Cayman keeps one-year budget, for now
The government will not move to multi-year budgeting within the next year, Finance Minister Marco Archer confirmed Friday reports “Caymanian Compass”.
The presentation of the upcoming 2014/15 spending plan will adhere to the terms of the Public Management and Finance Law and stretch over a 12-month period, rather than an 18-month period as first envisioned, Mr Archer said.
However, the finance minister said once changes to the law are made, government still plans to move ahead with multi-year budgeting. He said officials ran out of time on it for the upcoming budget.
“We are waiting for the committee to complete [its] review and provide a report on the Public Management and Finance Law,” Mr Archer said. “We expect this in early May, but that does not leave sufficient time for Cabinet to review the report and recommendations, draft amendments….and any required accounting and information systems changes before the June 30 year end.”
Cayman eventually plans to change its budget year from the current July 1-June 30 timetable to a calendar year spending plan. It also proposes to extend the budget cycle from one year to two years, once changes to the Public Management and Finance Law are finalized.
Although it will involve some legal changes and budgetary restructuring within government departments, Premier Alden McLaughlin said a move to calendar year budgeting for Cayman shouldn’t be costly.

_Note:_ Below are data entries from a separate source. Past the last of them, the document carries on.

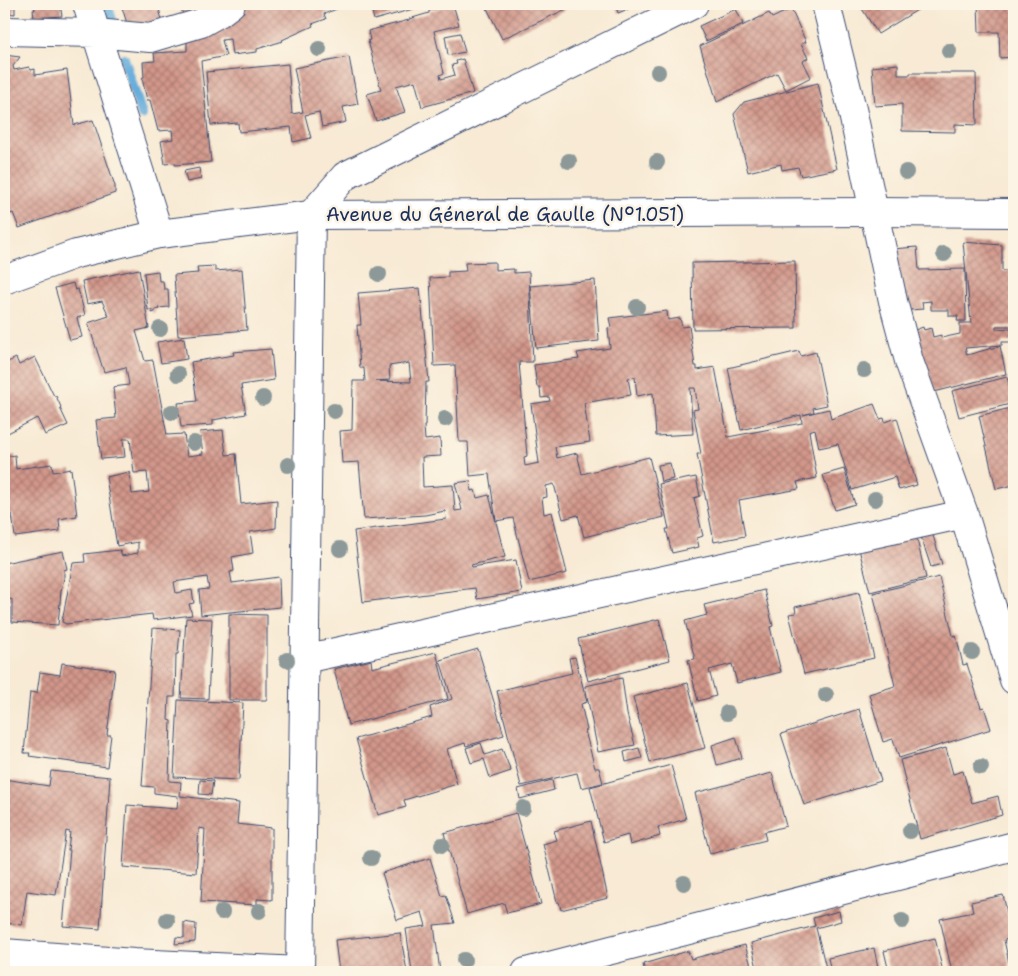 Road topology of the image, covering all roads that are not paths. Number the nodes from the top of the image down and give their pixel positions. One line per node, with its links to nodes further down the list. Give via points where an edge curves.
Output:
1 (87, 4): 6 (street)
2 (231, 4): 6 (street, via 201,23 150,38)
3 (694, 4): 9 (street, via 345,176)
4 (826, 4): 7 (street)
5 (4, 31): 6 (street)
6 (96, 33): 10 (street)
7 (873, 212): 8 (street, Avenue du Géneral de Gaulle (N°1.051)); 9 (street, Avenue du Géneral de Gaulle (N°1.051)); 12 (street, via 909,361)
8 (1014, 213)
9 (311, 215): 10 (street, Avenue du Géneral de Gaulle (N°1.051)); 13 (street)
10 (159, 234): 11 (street, Avenue du Géneral de Gaulle (N°1.051), via 76,254)
11 (4, 280)
12 (964, 514): 13 (street); 14 (street)
13 (304, 659): 17 (street)
14 (1014, 680)
15 (1014, 846): 18 (street)
16 (4, 953): 17 (street)
17 (300, 972)
18 (526, 972) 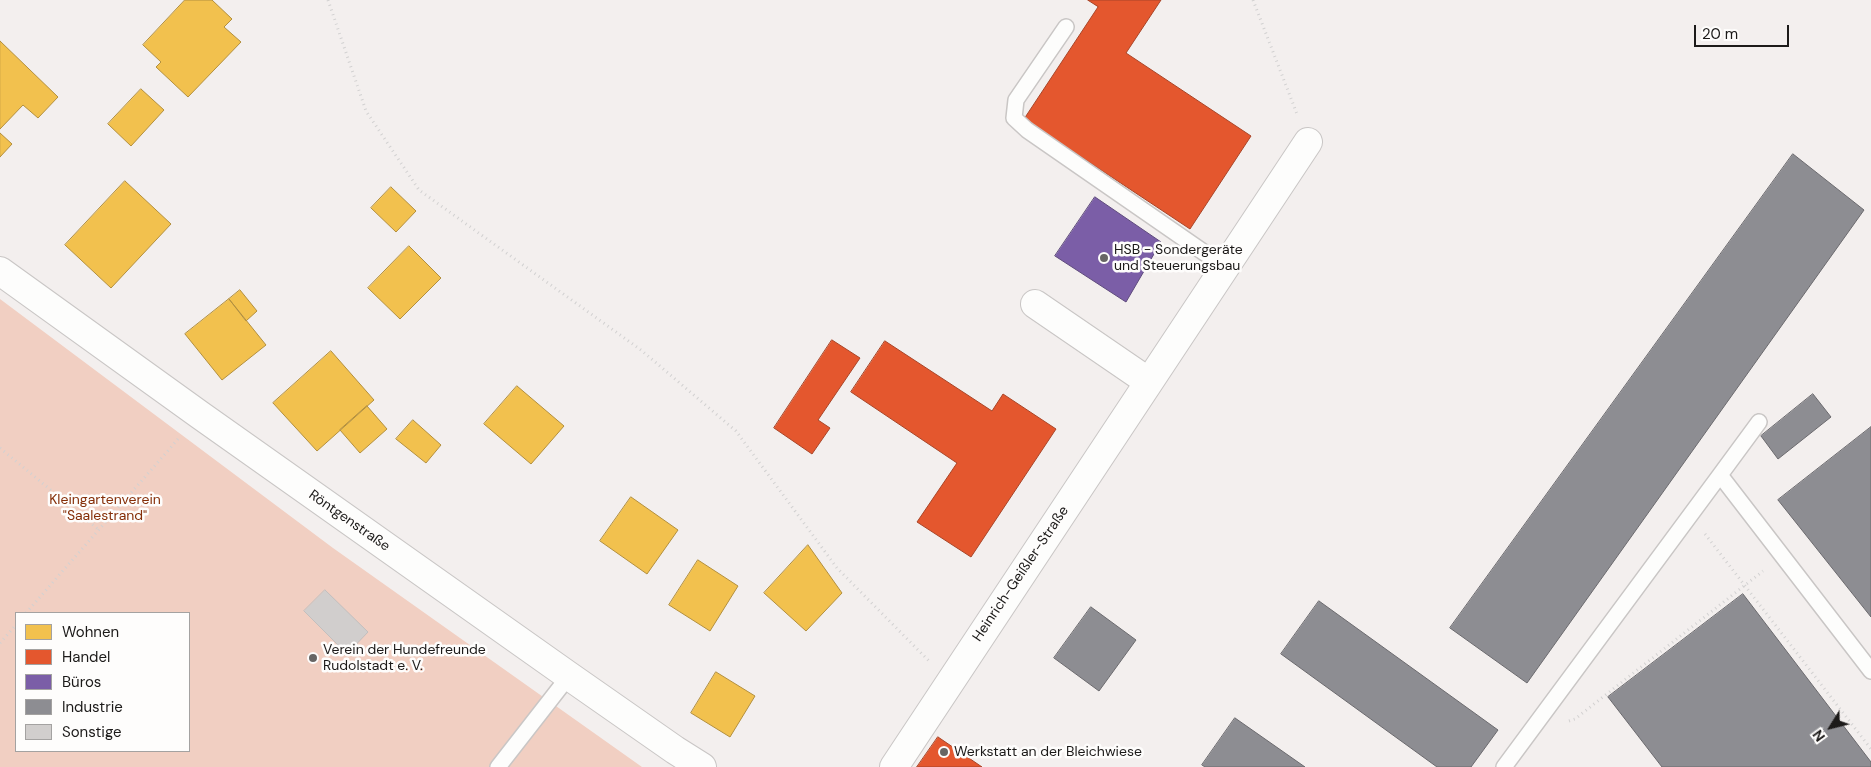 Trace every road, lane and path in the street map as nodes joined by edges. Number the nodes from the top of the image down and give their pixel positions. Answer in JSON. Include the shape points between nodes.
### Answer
{"nodes":[{"id":1,"x":328,"y":0,"type":"edge"},
{"id":2,"x":1253,"y":0,"type":"edge"},
{"id":3,"x":1066,"y":27,"type":"dead end"},
{"id":4,"x":1308,"y":142,"type":"joint"},
{"id":5,"x":1225,"y":267,"type":"junction"},
{"id":6,"x":0,"y":271,"type":"edge"},
{"id":7,"x":1035,"y":304,"type":"dead end"},
{"id":8,"x":1149,"y":382,"type":"junction"},
{"id":9,"x":200,"y":415,"type":"junction"},
{"id":10,"x":1759,"y":422,"type":"dead end"},
{"id":11,"x":0,"y":448,"type":"edge"},
{"id":12,"x":1720,"y":475,"type":"junction"},
{"id":13,"x":1690,"y":515,"type":"junction"},
{"id":14,"x":99,"y":530,"type":"junction"},
{"id":15,"x":1744,"y":585,"type":"junction"},
{"id":16,"x":27,"y":612,"type":"edge"},
{"id":17,"x":15,"y":626,"type":"edge"},
{"id":18,"x":0,"y":643,"type":"edge"},
{"id":19,"x":1871,"y":671,"type":"edge"},
{"id":20,"x":569,"y":676,"type":"junction"},
{"id":21,"x":949,"y":681,"type":"junction"},
{"id":22,"x":1534,"y":727,"type":"junction"},
{"id":23,"x":1871,"y":749,"type":"edge"},
{"id":24,"x":498,"y":767,"type":"edge"},
{"id":25,"x":702,"y":767,"type":"edge"},
{"id":26,"x":894,"y":767,"type":"edge"},
{"id":27,"x":1504,"y":767,"type":"edge"}],
"edges":[{"from":1,"to":21,"type":"path","via":[[366,111],[419,190],[641,350],[736,431],[837,568]]},
{"from":2,"to":4,"type":"path"},
{"from":3,"to":5,"type":"lane","via":[[1016,100],[1014,118],[1026,130]]},
{"from":4,"to":5,"type":"street","name":"Heinrich-Geißler-Straße"},
{"from":5,"to":8,"type":"street","name":"Heinrich-Geißler-Straße"},
{"from":6,"to":9,"type":"street","name":"Röntgenstraße"},
{"from":7,"to":8,"type":"street"},
{"from":8,"to":21,"type":"street","name":"Heinrich-Geißler-Straße"},
{"from":9,"to":14,"type":"path"},
{"from":9,"to":20,"type":"street","name":"Röntgenstraße"},
{"from":10,"to":12,"type":"lane"},
{"from":11,"to":14,"type":"path"},
{"from":12,"to":13,"type":"lane"},
{"from":12,"to":19,"type":"lane"},
{"from":13,"to":15,"type":"path"},
{"from":13,"to":22,"type":"lane"},
{"from":14,"to":16,"type":"path"},
{"from":15,"to":22,"type":"path","via":[[1575,719]]},
{"from":15,"to":23,"type":"path"},
{"from":17,"to":18,"type":"path"},
{"from":20,"to":24,"type":"lane"},
{"from":20,"to":25,"type":"street","name":"Röntgenstraße"},
{"from":21,"to":26,"type":"street","name":"Heinrich-Geißler-Straße"},
{"from":22,"to":27,"type":"lane"}]} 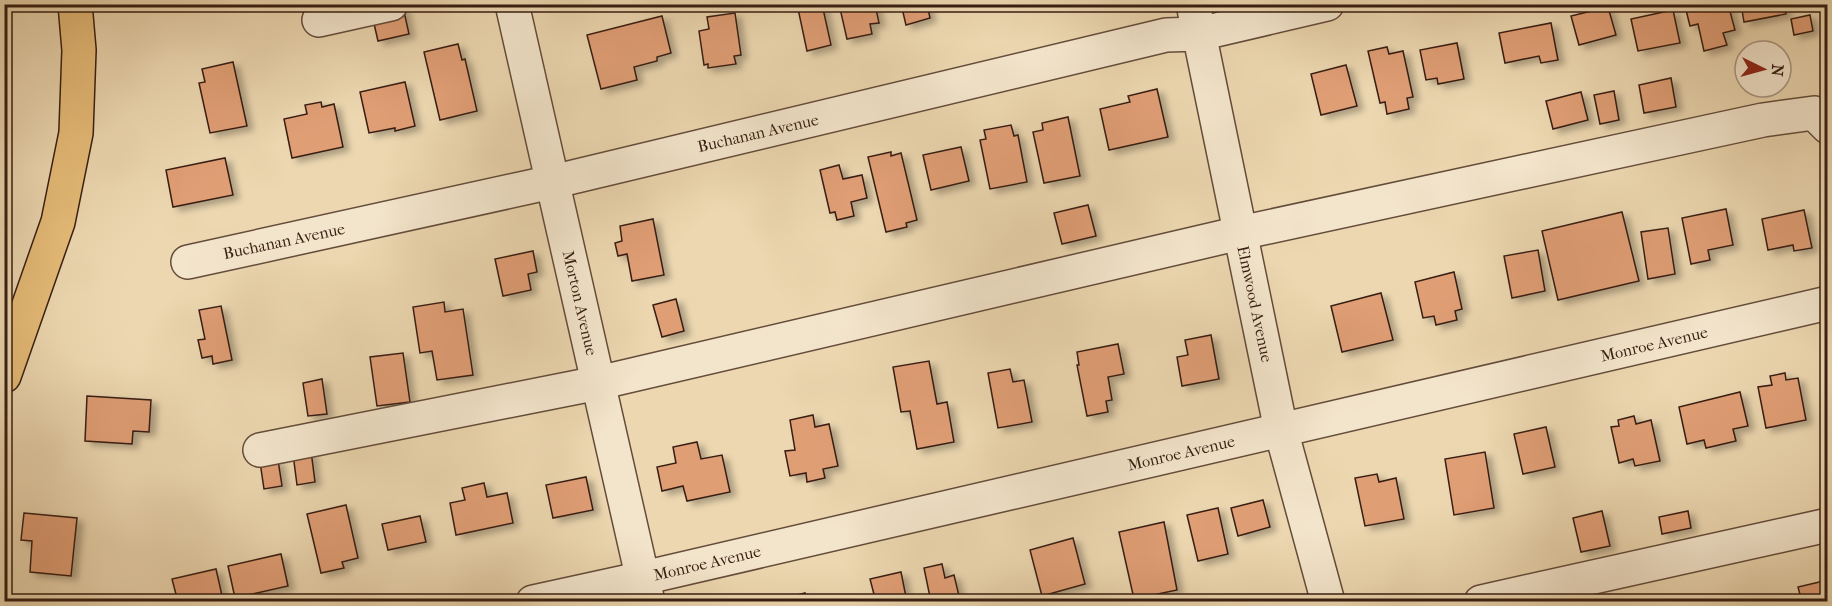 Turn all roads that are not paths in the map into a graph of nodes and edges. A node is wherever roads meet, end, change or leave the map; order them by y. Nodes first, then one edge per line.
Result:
1 (75, 4) edge
2 (391, 4) edge
3 (512, 4) edge
4 (1327, 4) edge
5 (1196, 19) edge
6 (319, 21) dead end
7 (1827, 127) edge
8 (552, 182) junction
9 (1240, 233) junction
10 (188, 262) dead end
11 (1827, 303) edge
12 (4, 376) edge
13 (598, 383) junction
14 (1281, 430) junction
15 (260, 450) dead end
16 (1827, 525) edge
17 (645, 590) edge
18 (533, 602) edge
19 (1328, 602) edge
20 (1481, 602) edge

1 - 12 main road
2 - 6 street
3 - 8 street, Morton Avenue
4 - 5 street, Buchanan Avenue
5 - 8 street, Buchanan Avenue
5 - 9 street, Elmwood Avenue
7 - 9 street
8 - 10 street, Buchanan Avenue
8 - 13 street, Morton Avenue
9 - 13 street
9 - 14 street, Elmwood Avenue
11 - 14 street, Monroe Avenue
13 - 15 street
13 - 17 street, Morton Avenue
14 - 17 street, Monroe Avenue
14 - 19 street, Elmwood Avenue
16 - 20 street
17 - 18 street, Monroe Avenue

During a debate in the Legislative Assembly, Mr McLaughlin said he was “hearing things in the margins of the Chamber” that switching Cayman Islands government fiscal years from January to December would be expensive. In addition, the government eventually expects to move – as of Jan. 1, 2016 – to multi-year budgeting, or planning public sector expenditures over a two-year period.
“This change can be made … by a single change to the Public Management and Finance Law. We are not doing this at a whim,” Mr McLaughlin said.
Currently, government’s finance law requires budgets to be prepared on an annual basis. Finance Minister Marco Archer initially proposed changing that as of the upcoming fiscal year on July 1. That plan sought to move the budget cycle to an 18-month period between July 2014 and December 2015. The two-year budgets would then begin in January 2016.
“A lot of thought has already gone into this as a policy, but a great deal more will have to go into working out the mechanics of it and to make sure we get it right,” Mr McLaughlin said.
Cayman Islands Auditor General Alastair Swarbrick indicated his office would be taking a look at government’s budget plans once they are formalized.
“The PMFL, the law governing the government’s budgetary and financial reporting responsibilities, currently requires an annual accountability cycle consistent with practices in other jurisdictions,” Mr Swarbrick said. “Once we get more details of the government’s plans, we will be conducting our own assessment to determine the implications against the accounting standards, including the suggestions for reporting over an 18-month period.”
From Premier McLaughlin’s perspective, moving the budget cycle from January to December takes budget planning away from the elections process. Typically, Cayman’s general elections are held annually in May.
In addition, multi-year budgeting could eliminate the need for government to spend eight or nine months in the financial planning process.
“It also makes a tremendous amount of sense from the government’s financial position,” Mr. McLaughlin said. “Financial services-related revenue accounts for nearly 40 percent of the government’s total annual revenue.
“As most of these revenues are received in the January to March time frame, it means that, with the budget year starting on the first of July, the government can be as much as nine months down the track before it realizes that revenue is not tracking the way that it hoped, and by then it is almost impossible to change course, at least in a way that materially affects expenditure.”